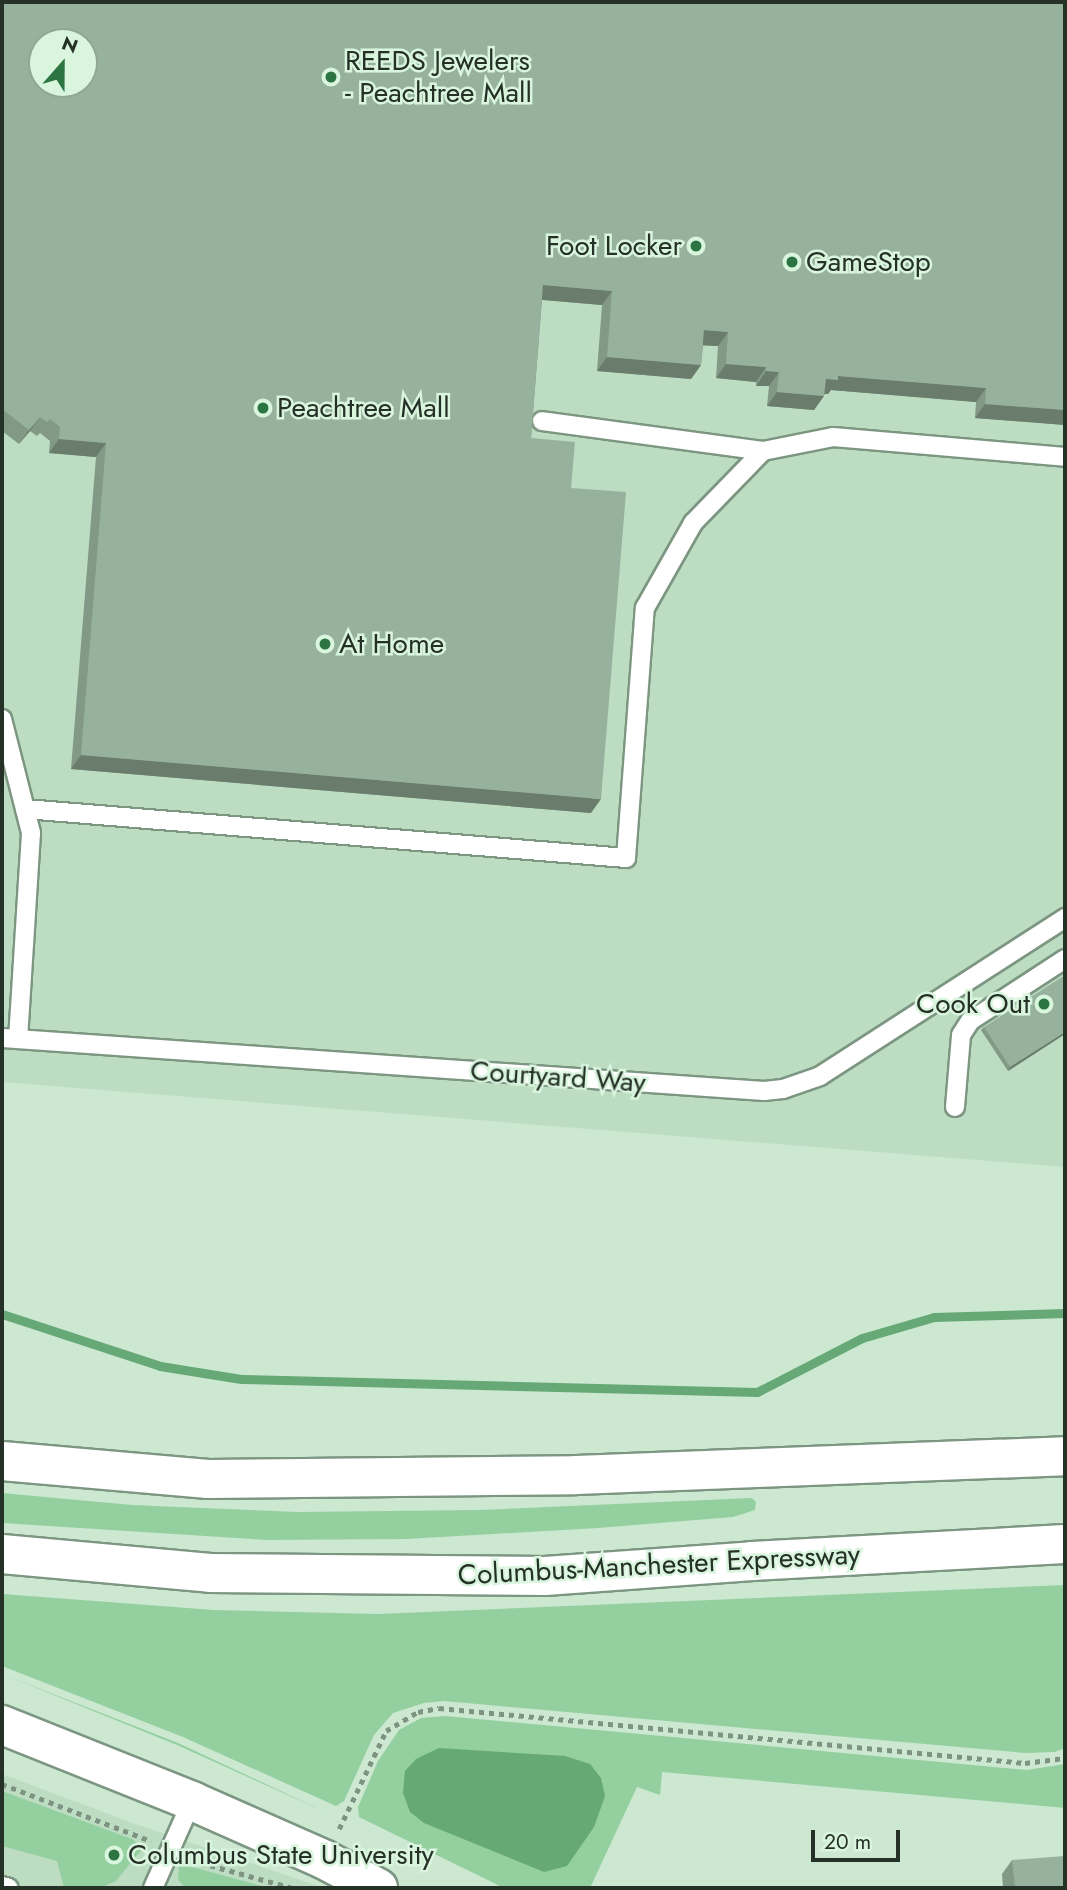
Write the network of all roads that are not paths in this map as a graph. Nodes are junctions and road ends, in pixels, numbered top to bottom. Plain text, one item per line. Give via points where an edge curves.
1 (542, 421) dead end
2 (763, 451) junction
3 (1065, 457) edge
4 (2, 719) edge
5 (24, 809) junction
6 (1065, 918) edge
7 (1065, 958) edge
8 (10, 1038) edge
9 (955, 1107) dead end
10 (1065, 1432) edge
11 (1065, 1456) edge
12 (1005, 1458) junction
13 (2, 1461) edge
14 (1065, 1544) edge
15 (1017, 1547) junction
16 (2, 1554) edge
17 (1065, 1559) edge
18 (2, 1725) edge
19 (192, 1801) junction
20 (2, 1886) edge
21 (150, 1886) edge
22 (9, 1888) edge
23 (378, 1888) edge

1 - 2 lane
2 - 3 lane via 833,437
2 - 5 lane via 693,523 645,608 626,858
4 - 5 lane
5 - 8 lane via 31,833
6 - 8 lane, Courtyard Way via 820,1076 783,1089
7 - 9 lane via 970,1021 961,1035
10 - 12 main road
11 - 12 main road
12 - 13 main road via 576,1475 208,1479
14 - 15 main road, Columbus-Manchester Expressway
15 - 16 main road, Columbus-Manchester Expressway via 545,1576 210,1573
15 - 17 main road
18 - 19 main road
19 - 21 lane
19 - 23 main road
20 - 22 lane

HOW TO COMPLETE THIS TASK – Copy out all the entries exactly. Images stay out of the copy.

SOLVED PROBLEM –
Write the network of all roads that are not paths in this map as a graph. Nodes are junctions and road ends, in pixels, numbered top to bottom. Plain text, one item per line. Give via points where an edge curves.
1 (542, 421) dead end
2 (763, 451) junction
3 (1065, 457) edge
4 (2, 719) edge
5 (24, 809) junction
6 (1065, 918) edge
7 (1065, 958) edge
8 (10, 1038) edge
9 (955, 1107) dead end
10 (1065, 1432) edge
11 (1065, 1456) edge
12 (1005, 1458) junction
13 (2, 1461) edge
14 (1065, 1544) edge
15 (1017, 1547) junction
16 (2, 1554) edge
17 (1065, 1559) edge
18 (2, 1725) edge
19 (192, 1801) junction
20 (2, 1886) edge
21 (150, 1886) edge
22 (9, 1888) edge
23 (378, 1888) edge

1 - 2 lane
2 - 3 lane via 833,437
2 - 5 lane via 693,523 645,608 626,858
4 - 5 lane
5 - 8 lane via 31,833
6 - 8 lane, Courtyard Way via 820,1076 783,1089
7 - 9 lane via 970,1021 961,1035
10 - 12 main road
11 - 12 main road
12 - 13 main road via 576,1475 208,1479
14 - 15 main road, Columbus-Manchester Expressway
15 - 16 main road, Columbus-Manchester Expressway via 545,1576 210,1573
15 - 17 main road
18 - 19 main road
19 - 21 lane
19 - 23 main road
20 - 22 lane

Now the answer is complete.